"""

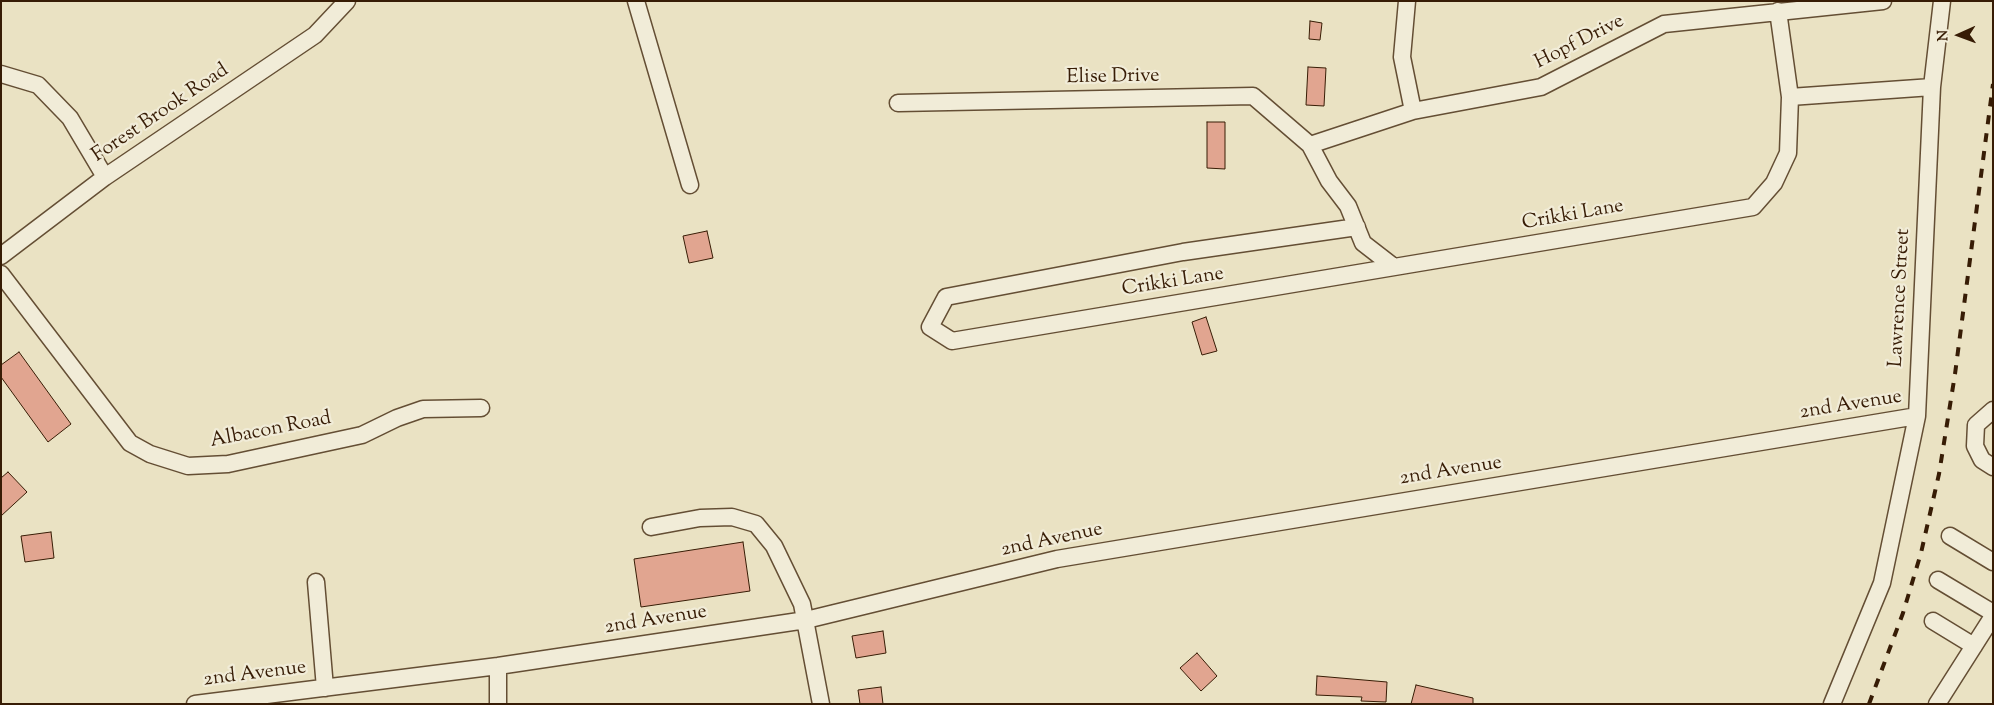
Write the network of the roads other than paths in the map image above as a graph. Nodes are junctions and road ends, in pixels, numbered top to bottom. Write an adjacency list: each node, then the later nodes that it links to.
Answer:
1 (636, 1): 14 (street)
2 (1407, 1): 11 (street)
3 (1883, 1): 6 (street, Hopf Drive)
4 (1942, 1): 8 (street, Lawrence Street)
5 (345, 3): 13 (street, Forest Brook Road)
6 (1778, 11): 9 (street, Crikki Lane); 11 (street, Hopf Drive)
7 (1, 74): 13 (street)
8 (1932, 87): 9 (street); 21 (street, Lawrence Street)
9 (1790, 97): 17 (street, Crikki Lane)
10 (898, 103): 12 (street, Elise Drive)
11 (1413, 111): 12 (street)
12 (1310, 145): 15 (street, Elise Drive)
13 (105, 177): 16 (street, Forest Brook Road)
14 (690, 185)
15 (1357, 228): 17 (street, Elise Drive); 17 (street, Crikki Lane)
16 (1, 256)
17 (1394, 267)
18 (1, 274): 19 (street, Albacon Road)
19 (481, 408)
20 (1993, 410): 22 (street)
21 (1917, 416): 29 (street, 2nd Avenue); 37 (street, Lawrence Street)
22 (1993, 467)
23 (651, 527): 29 (street)
24 (1950, 536): 25 (street)
25 (1993, 562)
26 (1938, 580): 28 (street)
27 (316, 582): 33 (street)
28 (1993, 615): 31 (street)
29 (806, 620): 32 (street, 2nd Avenue); 36 (street)
30 (1933, 621): 31 (street)
31 (1974, 646): 38 (street)
32 (498, 666): 33 (street, 2nd Avenue); 35 (street)
33 (325, 688): 34 (street, 2nd Avenue)
34 (195, 704)
35 (498, 704)
36 (821, 704)
37 (1832, 704)
38 (1937, 704)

"""

■ Your task: Every line above should be copied exactly, apart from any pictures.

■ Problem solution:
Write the network of the roads other than paths in the map image above as a graph. Nodes are junctions and road ends, in pixels, numbered top to bottom. Write an adjacency list: each node, then the later nodes that it links to.
Answer:
1 (636, 1): 14 (street)
2 (1407, 1): 11 (street)
3 (1883, 1): 6 (street, Hopf Drive)
4 (1942, 1): 8 (street, Lawrence Street)
5 (345, 3): 13 (street, Forest Brook Road)
6 (1778, 11): 9 (street, Crikki Lane); 11 (street, Hopf Drive)
7 (1, 74): 13 (street)
8 (1932, 87): 9 (street); 21 (street, Lawrence Street)
9 (1790, 97): 17 (street, Crikki Lane)
10 (898, 103): 12 (street, Elise Drive)
11 (1413, 111): 12 (street)
12 (1310, 145): 15 (street, Elise Drive)
13 (105, 177): 16 (street, Forest Brook Road)
14 (690, 185)
15 (1357, 228): 17 (street, Elise Drive); 17 (street, Crikki Lane)
16 (1, 256)
17 (1394, 267)
18 (1, 274): 19 (street, Albacon Road)
19 (481, 408)
20 (1993, 410): 22 (street)
21 (1917, 416): 29 (street, 2nd Avenue); 37 (street, Lawrence Street)
22 (1993, 467)
23 (651, 527): 29 (street)
24 (1950, 536): 25 (street)
25 (1993, 562)
26 (1938, 580): 28 (street)
27 (316, 582): 33 (street)
28 (1993, 615): 31 (street)
29 (806, 620): 32 (street, 2nd Avenue); 36 (street)
30 (1933, 621): 31 (street)
31 (1974, 646): 38 (street)
32 (498, 666): 33 (street, 2nd Avenue); 35 (street)
33 (325, 688): 34 (street, 2nd Avenue)
34 (195, 704)
35 (498, 704)
36 (821, 704)
37 (1832, 704)
38 (1937, 704)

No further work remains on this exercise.